Die Ganzheit
In dieser von Bohr beschriebenen radikalen Revision der Einstellung zur physikalischen Realität kündigt sich eine seltsame Korrelation an, die man mit dem Begriff »Ganzheit« kenntlich machen kann. Bohr hatte sich bereits gleich zu Beginn der neuen Atomphysik auf diese »Eventualität« eingestellt und sie in einem am 18. April 1925 verfassten Brief an Heisenberg als »Kopplung der Quantenprozesse in entfernten Atomen« bezeichnet. Im nächsten Satz hatte er dann sofort eingeräumt, dass die Kosten dieser Annahme »sich nicht in der gewöhnlichen raum-zeitlichen Beschreibung ermessen lassen« und also eher ins Metaphysische hineinreichen. Diese Einschätzung bestätigte sich nun ein Jahrzehnt später in aller Deutlichkeit.
Die von der klassischen Physik beschriebene Welt konnte stets in ihre Einzelteile zerlegt werden, die sich anschließend isoliert betrachten ließen. Die Quantenwelt ist aber völlig anders. Offenbar kann sie nicht vollständig reduziert werden. Wenn zwei Teilchen miteinander in Wechselwirkung treten – in Einsteins Beispiel stoßen sie zusammen –, dann werden sie Teil eines physikalischen Systems (eines Ganzen), das nicht mehr erfasst werden kann, wenn man nur seine Einzelteile beschreibt. Mit anderen Worten: Es gibt Wirkungen in der Realität, die nicht zur Physik gehören und somit per definitionem metaphysisch sind.

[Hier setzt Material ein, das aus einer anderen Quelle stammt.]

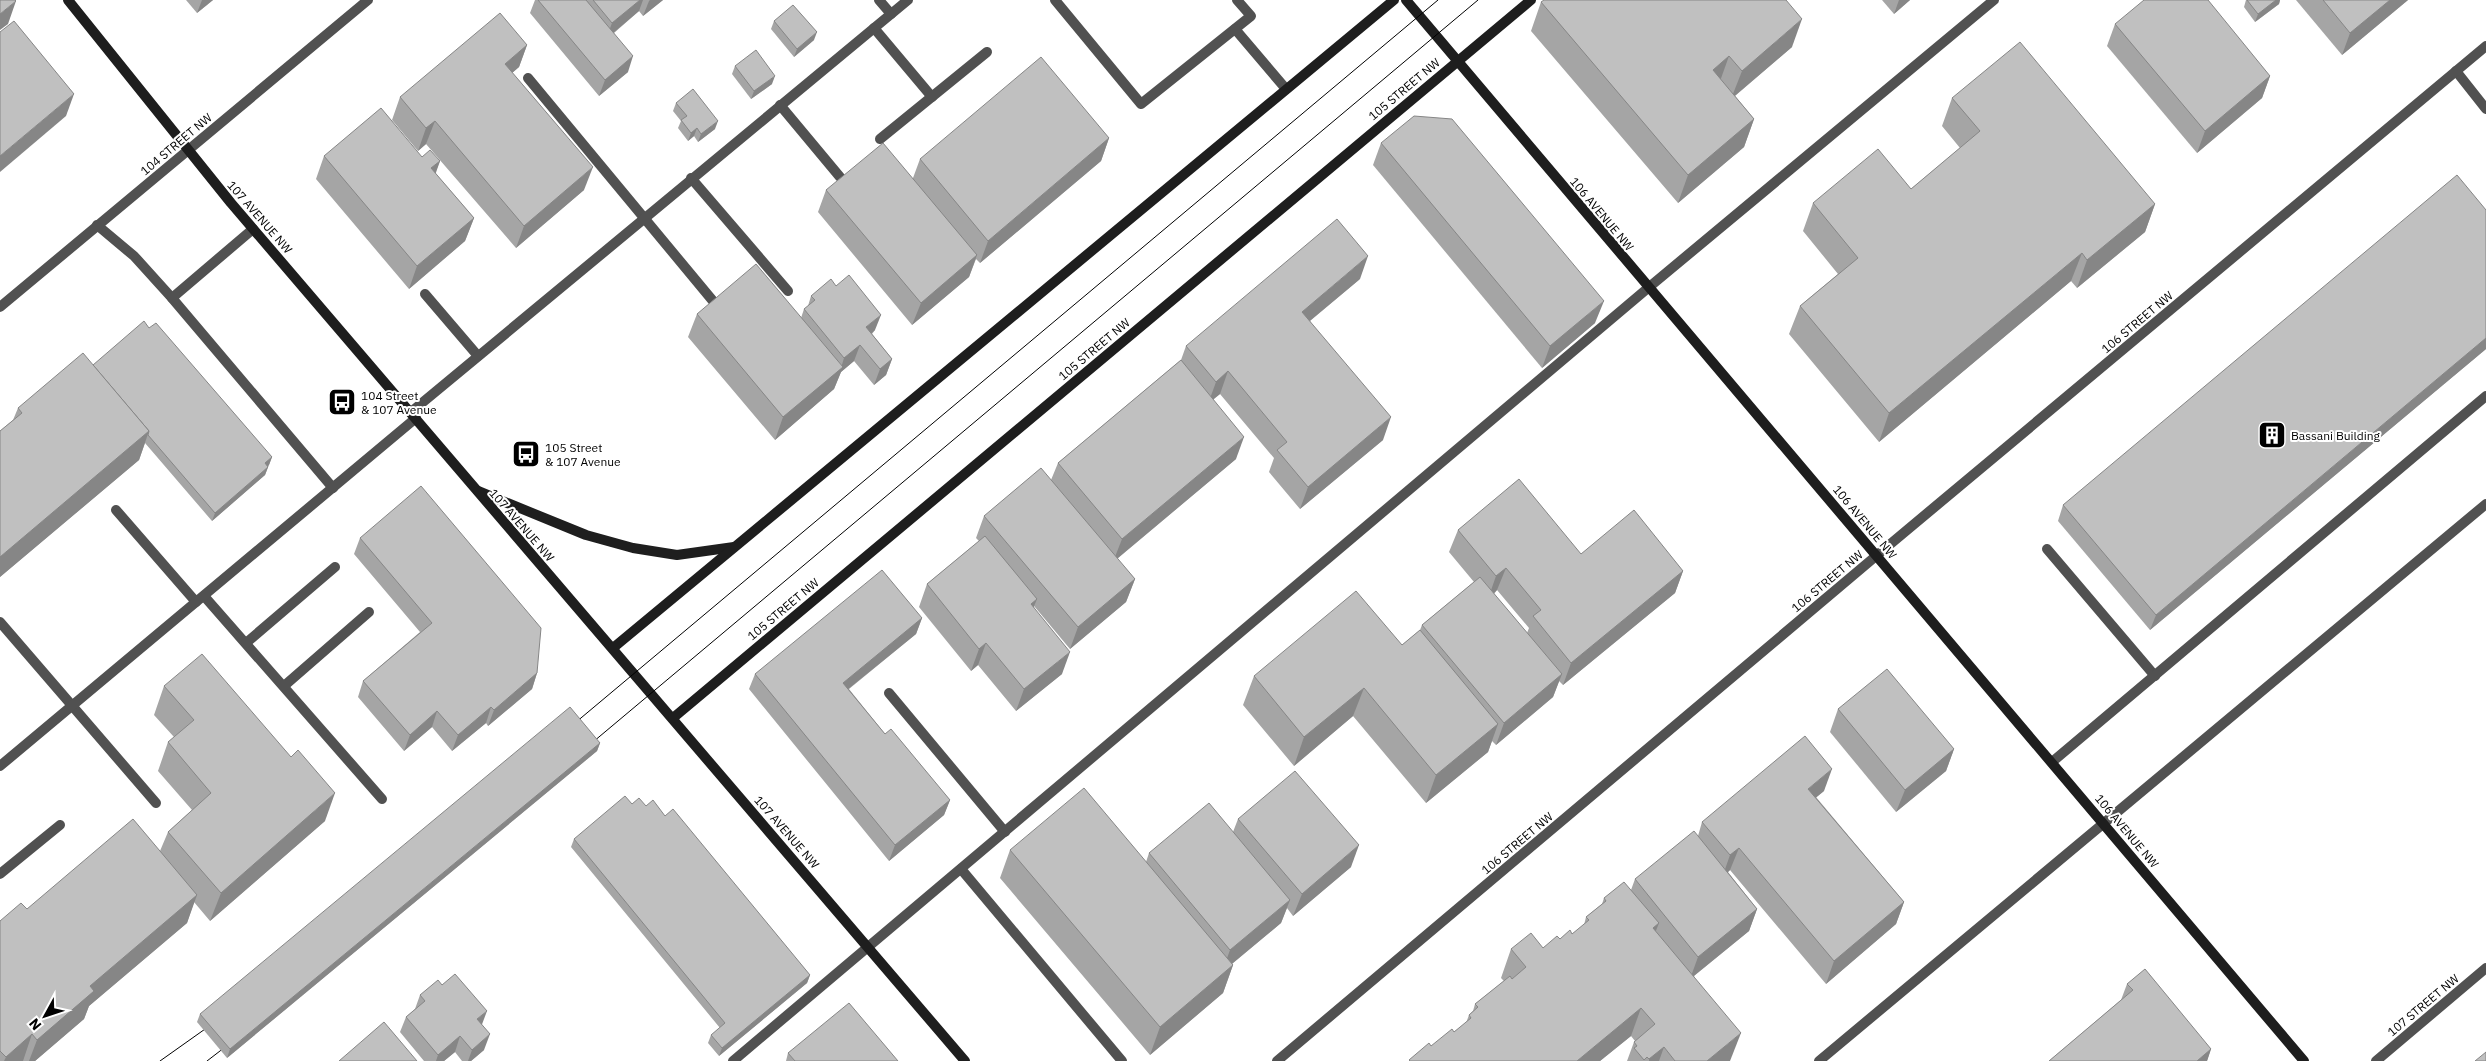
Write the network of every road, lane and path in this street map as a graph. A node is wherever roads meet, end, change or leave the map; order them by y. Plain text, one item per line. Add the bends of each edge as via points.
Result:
1 (68, 0) edge
2 (368, 0) edge
3 (879, 0) edge
4 (908, 0) edge
5 (1055, 0) edge
6 (1237, 0) edge
7 (1394, 0) edge
8 (1406, 0) edge
9 (1530, 0) edge
10 (1994, 0) edge
11 (891, 14) junction
12 (874, 28) junction
13 (1235, 29) junction
14 (2486, 46) edge
15 (987, 52) dead end
16 (1457, 62) junction
17 (2456, 71) junction
18 (528, 78) dead end
19 (1286, 89) junction
20 (932, 97) junction
21 (780, 105) junction
22 (2486, 109) edge
23 (880, 139) dead end
24 (188, 150) junction
25 (840, 177) edge
26 (691, 178) junction
27 (644, 217) junction
28 (97, 226) junction
29 (253, 229) junction
30 (1648, 288) junction
31 (788, 291) dead end
32 (425, 294) dead end
33 (172, 298) junction
34 (713, 301) edge
35 (0, 307) edge
36 (478, 356) junction
37 (2486, 396) edge
38 (413, 415) junction
39 (333, 488) junction
40 (476, 490) junction
41 (2486, 504) edge
42 (116, 510) dead end
43 (735, 546) junction
44 (2047, 550) dead end
45 (1876, 556) junction
46 (335, 567) dead end
47 (204, 596) junction
48 (196, 602) junction
49 (369, 612) dead end
50 (0, 622) edge
51 (246, 643) junction
52 (613, 648) junction
53 (2155, 676) junction
54 (284, 686) junction
55 (889, 693) dead end
56 (73, 705) junction
57 (673, 718) junction
58 (2052, 762) junction
59 (0, 766) edge
60 (382, 799) dead end
61 (156, 803) dead end
62 (2103, 822) junction
63 (60, 825) dead end
64 (1005, 832) junction
65 (961, 869) junction
66 (0, 874) edge
67 (869, 947) junction
68 (2486, 968) edge
69 (733, 1061) edge
70 (964, 1061) edge
71 (1122, 1061) edge
72 (1278, 1061) edge
73 (1819, 1061) edge
74 (2304, 1061) edge
75 (2376, 1061) edge

1 - 24 street, 107 AVENUE NW
2 - 24 street, 104 STREET NW
3 - 11 street
4 - 11 street
5 - 13 street via 1141,104
6 - 13 street via 1251,16
7 - 19 street
8 - 16 street, 106 AVENUE NW
9 - 16 street, 105 STREET NW
10 - 30 street
11 - 12 street
12 - 20 street
12 - 21 street
13 - 19 street
14 - 17 street, 106 STREET NW
15 - 20 street
16 - 30 street, 106 AVENUE NW
16 - 57 street, 105 STREET NW
17 - 22 street
17 - 45 street, 106 STREET NW
18 - 27 street
19 - 43 street
20 - 23 street
21 - 25 street
21 - 26 street
24 - 28 street, 104 STREET NW
24 - 29 street, 107 AVENUE NW
26 - 27 street
26 - 31 street
27 - 34 street
27 - 36 street
28 - 33 street via 134,256
28 - 35 street, 104 STREET NW
29 - 33 street
29 - 38 street, 107 AVENUE NW
30 - 45 street, 106 AVENUE NW
30 - 64 street
32 - 36 street
33 - 39 street
36 - 38 street
37 - 53 street
38 - 39 street
38 - 40 street, 107 AVENUE NW
39 - 47 street
40 - 43 street via 586,535 633,548 677,555
40 - 52 street, 107 AVENUE NW
41 - 62 street
42 - 48 street
43 - 52 street
44 - 53 street
45 - 58 street, 106 AVENUE NW
45 - 72 street, 106 STREET NW
46 - 51 street
47 - 48 street
47 - 51 street
48 - 56 street
49 - 54 street
50 - 56 street
51 - 54 street
52 - 57 street, 107 AVENUE NW
53 - 58 street
54 - 60 street
55 - 64 street
56 - 59 street
56 - 61 street
57 - 67 street, 107 AVENUE NW
58 - 62 street, 106 AVENUE NW
62 - 73 street
62 - 74 street, 106 AVENUE NW
63 - 66 street
64 - 65 street
65 - 67 street
65 - 71 street
67 - 69 street
67 - 70 street, 107 AVENUE NW
68 - 75 street, 107 STREET NW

Wir können nun nach dem Grund fragen. Denn schließlich bewegen sich die Teilchen voneinander weg, nachdem sie zusammengestoßen sind. Woher kommt die (weniger physische und mehr metaphysische) Korrelation, wenn die (eigentlich physikalische) Wechselwirkung aufgehört hat?
Die Antwort klingt seltsam, aber bei Bohr sind wir an solche Wendungen schon gewöhnt: Die Korrelation besteht nicht zwischen den wirklich vorhandenen Teilchen, sie besteht zwischen den Quantenzuständen, die mit diesen Teilchen verbunden sind; genauer gesagt: zwischen den Wahrscheinlichkeitsverteilungen, die festlegen, wie die Teilchen sich verhalten können. Im Rahmen der Quantenmechanik können diese Korrelationen die messbaren Eigenschaften der Teilchen auch dann noch beeinflussen, wenn sie selbst längst getrennt sind und nicht mehr miteinander in Wechselwirkung stehen.